For me, it’s hard to believe nearly a year has elapsed since vSphere 5 was announced on July 12th. Among the many new features that shipped was an added 4th VAAI primitive for block storage. The primitive itself revolved around thin provisioning and was the sum of two components: UNMAP and STUN. At this time I’m going to go through the UNMAP/Block Space Reclamation process in a lab environment and I’ll leave STUN for a later discussion.
Before I jump into the lab, I want frame out a bit of a chronological timeline around the new primitive. Although this 4th primitive was formally launched with vSphere 5 and built into the corresponding platform code that shipped, a few months down the road VMware issued a recall on the UNMAP portion of the primitive due to a discovery made either in the field or in their lab environment. With the UNMAP component recalled, the Thin Provisioning primitive as a whole (including the STUN component) was not supported by VMware. Furthermore, storage vendors could not be certified for the Thin Provisioning VAAI primitive although the features may have been functional if their respective arrays supported it.
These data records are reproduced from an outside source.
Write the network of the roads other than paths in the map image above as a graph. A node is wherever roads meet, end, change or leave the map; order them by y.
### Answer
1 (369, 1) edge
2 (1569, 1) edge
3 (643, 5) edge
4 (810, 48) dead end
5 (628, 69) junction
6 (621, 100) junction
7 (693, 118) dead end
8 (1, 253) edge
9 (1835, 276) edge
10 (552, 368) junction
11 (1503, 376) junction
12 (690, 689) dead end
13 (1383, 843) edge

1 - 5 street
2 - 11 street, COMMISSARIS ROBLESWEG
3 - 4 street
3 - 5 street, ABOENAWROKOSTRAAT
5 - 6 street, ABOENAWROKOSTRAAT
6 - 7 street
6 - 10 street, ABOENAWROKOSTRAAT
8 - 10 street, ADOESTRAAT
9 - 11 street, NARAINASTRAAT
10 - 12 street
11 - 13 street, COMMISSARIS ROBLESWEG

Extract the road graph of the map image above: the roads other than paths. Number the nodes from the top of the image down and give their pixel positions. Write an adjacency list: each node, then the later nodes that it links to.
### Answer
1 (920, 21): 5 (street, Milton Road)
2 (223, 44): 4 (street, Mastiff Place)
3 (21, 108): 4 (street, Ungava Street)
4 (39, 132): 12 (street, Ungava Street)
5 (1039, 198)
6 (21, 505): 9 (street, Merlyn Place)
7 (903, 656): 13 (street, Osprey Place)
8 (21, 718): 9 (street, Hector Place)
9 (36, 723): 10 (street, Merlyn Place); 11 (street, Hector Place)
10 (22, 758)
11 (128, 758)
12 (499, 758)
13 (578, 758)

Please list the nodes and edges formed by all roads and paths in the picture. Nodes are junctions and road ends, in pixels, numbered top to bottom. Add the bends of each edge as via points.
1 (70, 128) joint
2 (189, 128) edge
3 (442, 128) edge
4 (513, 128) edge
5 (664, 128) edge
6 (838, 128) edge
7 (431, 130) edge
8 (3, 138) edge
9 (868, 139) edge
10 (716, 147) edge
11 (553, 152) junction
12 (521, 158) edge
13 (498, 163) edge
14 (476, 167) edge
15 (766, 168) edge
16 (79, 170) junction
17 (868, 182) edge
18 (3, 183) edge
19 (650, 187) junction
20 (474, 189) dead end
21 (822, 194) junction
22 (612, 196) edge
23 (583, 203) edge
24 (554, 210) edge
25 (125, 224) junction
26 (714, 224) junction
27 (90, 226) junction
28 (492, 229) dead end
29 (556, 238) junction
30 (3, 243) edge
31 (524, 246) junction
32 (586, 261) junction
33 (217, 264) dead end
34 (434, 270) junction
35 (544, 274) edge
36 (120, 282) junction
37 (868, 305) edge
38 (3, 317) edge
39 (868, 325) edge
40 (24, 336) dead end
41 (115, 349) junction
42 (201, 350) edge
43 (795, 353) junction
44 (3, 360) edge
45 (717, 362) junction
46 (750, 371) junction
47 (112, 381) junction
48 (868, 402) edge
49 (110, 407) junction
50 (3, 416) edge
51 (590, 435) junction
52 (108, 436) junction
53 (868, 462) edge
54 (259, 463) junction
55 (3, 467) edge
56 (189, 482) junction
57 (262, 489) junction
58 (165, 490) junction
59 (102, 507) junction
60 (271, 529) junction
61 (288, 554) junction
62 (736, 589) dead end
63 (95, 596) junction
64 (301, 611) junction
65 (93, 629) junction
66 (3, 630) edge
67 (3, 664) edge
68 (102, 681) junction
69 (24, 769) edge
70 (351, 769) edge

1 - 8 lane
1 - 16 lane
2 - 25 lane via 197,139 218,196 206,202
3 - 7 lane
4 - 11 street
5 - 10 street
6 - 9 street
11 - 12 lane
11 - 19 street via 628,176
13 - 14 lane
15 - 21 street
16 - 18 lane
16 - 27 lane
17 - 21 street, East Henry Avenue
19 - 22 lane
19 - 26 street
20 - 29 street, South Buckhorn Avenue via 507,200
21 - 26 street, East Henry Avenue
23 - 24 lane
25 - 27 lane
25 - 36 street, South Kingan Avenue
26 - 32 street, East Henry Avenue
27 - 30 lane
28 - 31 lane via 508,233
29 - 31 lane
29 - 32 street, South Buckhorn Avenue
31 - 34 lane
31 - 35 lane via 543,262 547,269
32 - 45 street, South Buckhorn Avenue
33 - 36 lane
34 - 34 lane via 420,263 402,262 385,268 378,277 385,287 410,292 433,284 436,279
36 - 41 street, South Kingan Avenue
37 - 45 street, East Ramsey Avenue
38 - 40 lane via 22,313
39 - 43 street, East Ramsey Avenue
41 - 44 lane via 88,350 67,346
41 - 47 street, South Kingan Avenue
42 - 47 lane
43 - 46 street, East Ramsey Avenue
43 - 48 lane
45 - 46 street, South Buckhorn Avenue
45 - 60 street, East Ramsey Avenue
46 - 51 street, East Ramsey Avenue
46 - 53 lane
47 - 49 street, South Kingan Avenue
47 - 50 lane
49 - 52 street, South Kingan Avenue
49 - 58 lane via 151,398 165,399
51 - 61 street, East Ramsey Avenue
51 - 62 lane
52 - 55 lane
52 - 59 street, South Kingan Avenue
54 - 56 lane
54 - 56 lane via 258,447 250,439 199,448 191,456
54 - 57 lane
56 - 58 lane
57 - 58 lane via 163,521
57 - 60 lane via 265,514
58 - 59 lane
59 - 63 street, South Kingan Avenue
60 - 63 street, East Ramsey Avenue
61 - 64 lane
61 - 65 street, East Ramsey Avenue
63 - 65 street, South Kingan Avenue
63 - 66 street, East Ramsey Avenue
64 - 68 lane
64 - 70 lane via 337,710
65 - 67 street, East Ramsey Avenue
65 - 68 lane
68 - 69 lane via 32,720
A short while later, VMware released a patch which, once installed on the ESXi hosts, disabled the UNMAP functionality globally. In March of this year, VMware released vSphere 5.0 Update 1. With this release, VMware implemented the necessary code to resolve the performance issues related to UNMAP. However, VMware did not re-enable the automatic UNMAP mechanism. Instead and in the interim, VMware implemented a manual process for block space reclamation on a per datastore basis regardless of the global UNMAP setting on the host. I believe it is VMware’s intent to bring back “automatic” UNMAP long term but that is purely speculation. This article will walk through the manual process of returning unused blocks to a storage array which supports both thin provisioning and the UNMAP feature.
I also want to point out some good information that already exists on UNMAP which introduces the feature and provides a good level of detail.
- Duncan Epping wrote this piece about a year ago when the feature was launched.
- Cormac Hogan wrote this article in March when vSphere 5.0 Update 1 was launched and the manual UNMAP process was re-introduced.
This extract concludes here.